Similar to the analysis presented in Yin et al.¹ we matched streamflow peaks to local temperatures. Using temperatures above 5 °C, to remove the influence of snowmelt results in mostly negative streamflow sensitivities with temperature (Fig. 1). As the majority of the data presented in Yin et al.¹ are from the U.S. and Europe, we focus on these two regions in Fig. 1b, 1c to show why different temperature ranges in the analysis of precipitation and streamflow can cause misleading results.

Fig. 1

Global streamflow and temperature scaling. a Streamflow scaling with temperature for the 99th perceFig.above 5 °C. b Aggregation of data for North East America shown by region (1), binned using 2 °C temperature bins (c) similar results as in b but for central Europe shown by region (2). The horizontal lines show the temperature range that would be included when analysis is performed up to a peak point. The grey shading shows the temperature range likely to be affected by snow melt.

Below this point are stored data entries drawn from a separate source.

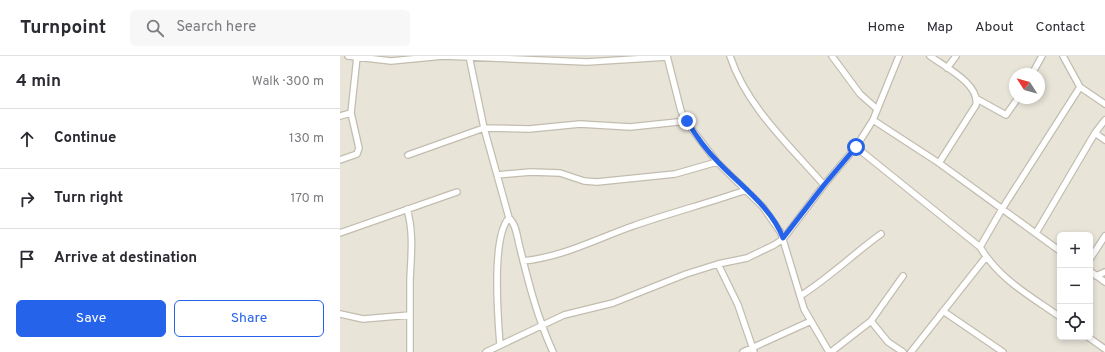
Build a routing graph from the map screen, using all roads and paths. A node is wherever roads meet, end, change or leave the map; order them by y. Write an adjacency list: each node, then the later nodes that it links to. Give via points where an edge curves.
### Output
1 (348, 56): 10 (street)
2 (667, 56): 11 (street, via 587,62); 23 (street, via 681,111)
3 (730, 56): 33 (street, via 741,84 752,101)
4 (832, 56): 18 (street, via 860,94)
5 (899, 56): 18 (street)
6 (930, 56): 12 (street)
7 (956, 56): 12 (street)
8 (1042, 56): 13 (street)
9 (1063, 56): 14 (street)
10 (357, 57): 11 (street, via 391,61); 19 (street)
11 (468, 57): 24 (street)
12 (947, 68): 15 (street, via 972,86)
13 (1035, 68)
14 (1080, 86): 17 (street); 37 (street)
15 (977, 99): 16 (street, via 1006,115); 31 (street, via 976,105)
16 (1014, 104)
17 (1105, 104)
18 (877, 109): 21 (street)
19 (351, 113): 20 (street); 29 (street, via 359,148 357,154)
20 (340, 116)
21 (873, 120): 27 (street); 31 (street)
22 (1105, 120): 25 (street)
23 (687, 121): 24 (street, via 630,127 580,124 529,129); 30 (street)
24 (484, 128): 28 (street); 32 (street)
25 (1095, 133): 26 (street); 41 (street)
26 (1105, 140)
27 (856, 147): 33 (street); 44 (street)
28 (408, 155)
29 (340, 160)
30 (717, 162): 32 (street, via 675,174 597,182 584,182 560,173); 34 (street)
31 (939, 163): 37 (street)
32 (497, 175): 38 (street)
33 (824, 185): 43 (street)
34 (746, 190): 43 (street, via 763,207); 48 (street, via 553,256)
35 (457, 192): 36 (street)
36 (407, 209): 39 (street); 58 (street, via 412,246)
37 (1002, 209): 41 (street); 44 (street)
38 (509, 218): 48 (street, via 517,235); 64 (street, via 503,229 497,276)
39 (340, 233)
40 (881, 234): 55 (street, via 851,256 829,277)
41 (1036, 234): 45 (street)
42 (1105, 236): 46 (street)
43 (783, 238): 49 (street, via 763,253); 55 (street)
44 (980, 247): 47 (street)
45 (1057, 249)
46 (1093, 254)
47 (986, 257): 56 (street); 59 (street, via 1003,277)
48 (523, 261): 62 (street)
49 (718, 264): 62 (street, via 613,303 564,314); 65 (street, via 738,305)
50 (1105, 272): 53 (street)
51 (1093, 274): 53 (street)
52 (904, 276): 61 (street)
53 (1096, 276): 54 (street)
54 (1105, 282)
55 (800, 296): 60 (street)
56 (943, 311): 66 (street); 74 (street)
57 (340, 314): 58 (street, via 363,320)
58 (410, 315): 68 (street)
59 (1057, 315)
60 (811, 321): 65 (street); 72 (street)
61 (871, 321): 72 (street); 73 (street, via 888,342)
62 (541, 325): 64 (street); 70 (street)
63 (1092, 340): 67 (street)
64 (500, 345): 69 (street)
65 (753, 350): 71 (street)
66 (1000, 351)
67 (1105, 351)
68 (410, 352)
69 (486, 352)
70 (553, 352)
71 (743, 352)
72 (830, 352)
73 (903, 352)
74 (911, 352)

Using 2 °C temperature bins, the 99th percentile of precipitation monotonically increases with temperature (Fig. 1b, c), hence the temperature range analysed in Yin et al.¹ corresponds to the entire record (red arrow). However, a peak point in the streamflow occurs at a relatively low temperature in both regions and hence the range of the temperature record (blue arrow) over which monotonic increases occurs is relatively small, and, is mostly likely to be snow-affected. Stated otherwise, whereas the majority of the temperature range for the precipitation analysis lies outside that influenced by snowmelt, the temperature range used for the streamflow analysis lies almost wholly inside the region influenced by snow processes¹¹. This leads to very biased results, as the climatic processes captured by the precipitation scaling are vastly different to the processes involved in the streamflow scaling. Below the peak point temperature, increases in streamflow are likely due to the interaction of snow, rain, and warmer temperatures¹², but above this, although rainfall continues to increase soil moisture begins to decrease reducing streamflow³.

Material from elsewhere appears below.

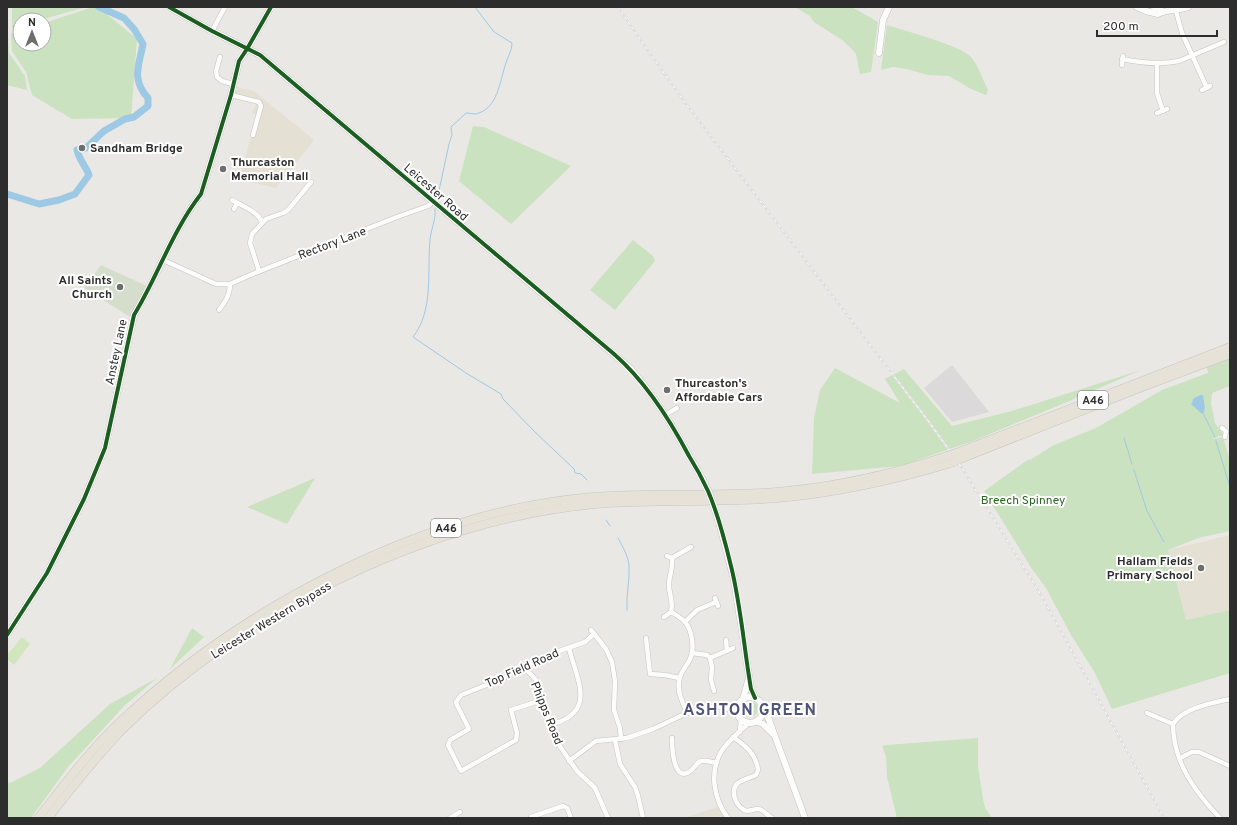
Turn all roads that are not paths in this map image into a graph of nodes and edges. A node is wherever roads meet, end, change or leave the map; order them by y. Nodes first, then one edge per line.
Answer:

Flash flooding will likely increase due to increased urbanisation and increased rainfalls^13,14, and increases in streamflow above increases in rainfall are possible if, for example, the soil moisture conditions preceding streamflow events increase, but the results presented by Yin et al.¹ do not support this assertion. With the use of temperature sensitivities for projection of climatic change remaining speculative¹⁵, the analysis Yin et al.¹ present shows that, for most of the data they analyse, with higher temperatures there are increases in streamflow due to hydrologic processes involving snow¹².